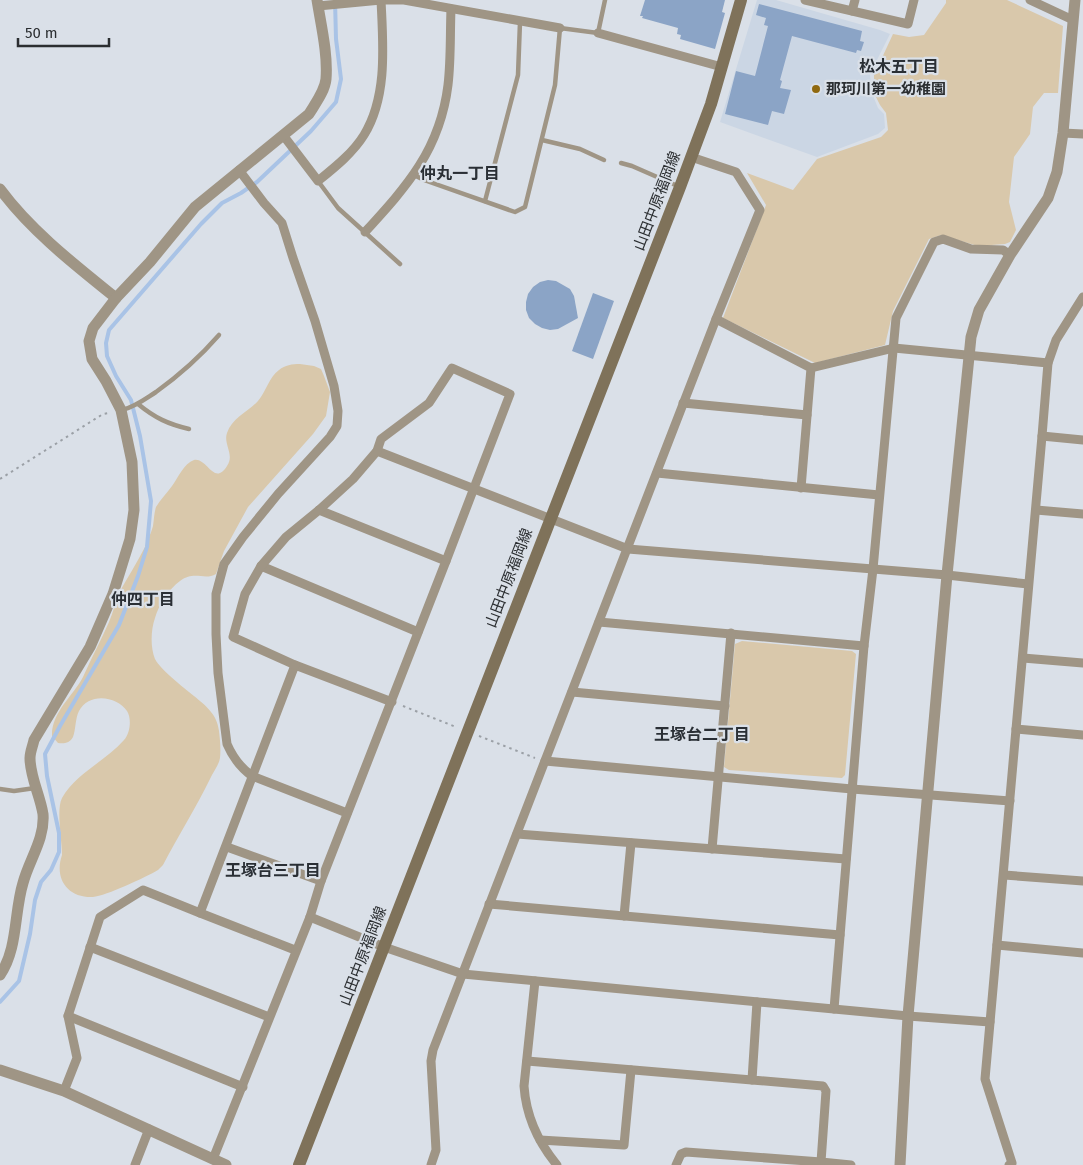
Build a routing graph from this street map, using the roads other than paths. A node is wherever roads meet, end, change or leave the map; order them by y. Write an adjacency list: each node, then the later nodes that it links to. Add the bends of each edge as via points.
1 (381, 0): 9 (street); 10 (street, via 404,0); 26 (street, via 382,67 374,116 363,137)
2 (605, 0): 15 (lane)
3 (741, 0): 16 (main road, 山田中原福岡線)
4 (806, 0): 11 (street)
5 (854, 0): 11 (street)
6 (914, 0): 11 (street, via 908,24)
7 (1030, 0): 12 (street)
8 (1075, 0): 12 (street)
9 (318, 3): 19 (street, via 326,80 309,114)
10 (451, 9): 13 (street); 25 (street, via 448,85 437,134)
11 (852, 11)
12 (1073, 20): 17 (street)
13 (520, 21): 14 (street); 29 (lane, via 518,75)
14 (560, 28): 15 (lane); 20 (lane, via 556,85)
15 (598, 33): 16 (street)
16 (722, 67): 21 (main road, 山田中原福岡線)
17 (1063, 133): 18 (street); 31 (street, via 1057,172 1048,198)
18 (1083, 134)
19 (283, 135): 24 (street); 26 (street)
20 (542, 140): 22 (lane, via 580,149); 29 (lane, via 525,207 515,212)
21 (691, 157): 27 (main road, 山田中原福岡線); 35 (street, via 736,172 760,210)
22 (604, 160)
23 (621, 164): 27 (lane)
24 (238, 170): 34 (street, via 195,207); 76 (street, via 282,223 316,321 338,411 337,426 330,437 278,494 224,564 216,594 218,673 227,744 242,768)
25 (414, 175): 29 (lane); 30 (street)
26 (318, 181): 30 (lane, via 338,208)
27 (680, 187): 56 (main road, 山田中原福岡線)
28 (0, 189): 34 (street, via 12,205 66,257)
29 (485, 201)
30 (365, 232): 32 (lane)
31 (1010, 255): 37 (street, via 1003,250 971,249 943,239 934,242 896,318); 38 (street, via 979,310)
32 (400, 264)
33 (1083, 297): 39 (street, via 1056,340)
34 (116, 298): 43 (street, via 92,328 89,341 92,359)
35 (716, 319): 40 (street); 41 (street)
36 (219, 335): 42 (lane, via 194,363)
37 (894, 348): 38 (street); 40 (street); 52 (street)
38 (968, 356): 39 (street); 61 (street)
39 (1048, 363): 46 (street)
40 (811, 368): 44 (street)
41 (683, 403): 44 (street); 49 (street)
42 (138, 404): 43 (lane); 45 (lane, via 152,416)
43 (121, 410): 79 (street, via 132,462 134,510 130,539 113,594 90,647 34,740 30,757)
44 (807, 415): 50 (street)
45 (189, 429)
46 (1042, 436): 47 (street); 54 (street)
47 (1083, 440)
48 (377, 451): 51 (street); 51 (street, via 381,439 429,403 452,368 510,394); 53 (street, via 353,479)
49 (657, 473): 50 (street); 57 (street)
50 (801, 488): 52 (street)
51 (474, 489): 56 (street); 58 (street)
52 (879, 495): 60 (street)
53 (319, 510): 58 (street); 59 (street, via 286,537)
54 (1036, 510): 55 (street); 62 (street)
55 (1083, 514)
56 (550, 520): 57 (street); 99 (main road, 山田中原福岡線)
57 (628, 549): 60 (street); 63 (street)
58 (446, 561): 64 (street)
59 (260, 566): 64 (street); 69 (street, via 246,594 233,637)
60 (873, 569): 61 (street); 66 (street)
61 (947, 575): 62 (street); 81 (street)
62 (1028, 584): 67 (street)
63 (599, 622): 65 (street); 70 (street)
64 (418, 632): 71 (street)
65 (731, 634): 66 (street); 72 (street)
66 (864, 646): 80 (street)
67 (1023, 658): 68 (street); 73 (street)
68 (1083, 663)
69 (295, 665): 71 (street); 76 (street)
70 (572, 692): 72 (street); 75 (street)
71 (392, 702): 83 (street)
72 (725, 706): 77 (street)
73 (1016, 729): 74 (street); 82 (street)
74 (1083, 735)
75 (545, 762): 77 (street); 84 (street)
76 (252, 776): 83 (street); 86 (street)
77 (719, 777): 80 (street); 87 (street)
78 (0, 788): 79 (lane, via 14,791)
79 (35, 788): 103 (street, via 43,814 41,837 22,884 17,926)
80 (852, 789): 81 (street); 88 (street)
81 (928, 794): 82 (street); 108 (street)
82 (1010, 801): 89 (street)
83 (348, 813): 90 (street)
84 (517, 834): 85 (street); 92 (street)
85 (631, 843): 87 (street); 95 (street)
86 (226, 847): 90 (street); 93 (street)
87 (712, 849): 88 (street)
88 (846, 859): 96 (street)
89 (1004, 875): 91 (street); 97 (street)
90 (321, 881): 94 (street)
91 (1083, 881)
92 (489, 904): 95 (street); 102 (street)
93 (200, 913): 98 (street, via 143,890 100,917); 100 (street)
94 (310, 916): 99 (street); 100 (street)
95 (624, 916): 96 (street)
96 (840, 934): 106 (street)
97 (997, 945): 101 (street); 110 (street)
98 (90, 947): 107 (street); 109 (street)
99 (384, 947): 102 (street); 124 (main road, 山田中原福岡線)
100 (295, 950): 109 (street)
101 (1083, 953)
102 (463, 974): 104 (street); 125 (street, via 430,1061 436,1150)
103 (0, 975)
104 (535, 981): 105 (street); 111 (street)
105 (757, 1002): 106 (street); 114 (street)
106 (834, 1009): 108 (street)
107 (68, 1016): 115 (street); 116 (street, via 77,1058)
108 (908, 1016): 110 (street); 129 (street)
109 (269, 1017): 115 (street)
110 (990, 1022): 130 (street, via 985,1079 1012,1163)
111 (527, 1061): 113 (street); 118 (street, via 525,1095 534,1131)
112 (0, 1070): 116 (street)
113 (631, 1070): 114 (street); 118 (street, via 624,1145)
114 (752, 1080): 121 (street, via 823,1086 826,1091)
115 (243, 1086): 119 (street)
116 (64, 1091): 117 (street)
117 (149, 1129): 119 (street); 122 (street)
118 (540, 1140): 126 (street)
119 (214, 1159): 123 (street)
120 (742, 1161): 121 (street); 127 (street, via 686,1152 681,1154)
121 (821, 1162): 128 (street)
122 (135, 1165)
123 (226, 1165)
124 (299, 1165)
125 (431, 1165)
126 (557, 1165)
127 (676, 1165)
128 (851, 1165)
129 (900, 1165)
130 (1009, 1165)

::::::::

Please go through the material and return each line where the word "main" appears.

Solved problem:
3 (741, 0): 16 (main road, 山田中原福岡線)
16 (722, 67): 21 (main road, 山田中原福岡線)
21 (691, 157): 27 (main road, 山田中原福岡線); 35 (street, via 736,172 760,210)
27 (680, 187): 56 (main road, 山田中原福岡線)
56 (550, 520): 57 (street); 99 (main road, 山田中原福岡線)
99 (384, 947): 102 (street); 124 (main road, 山田中原福岡線)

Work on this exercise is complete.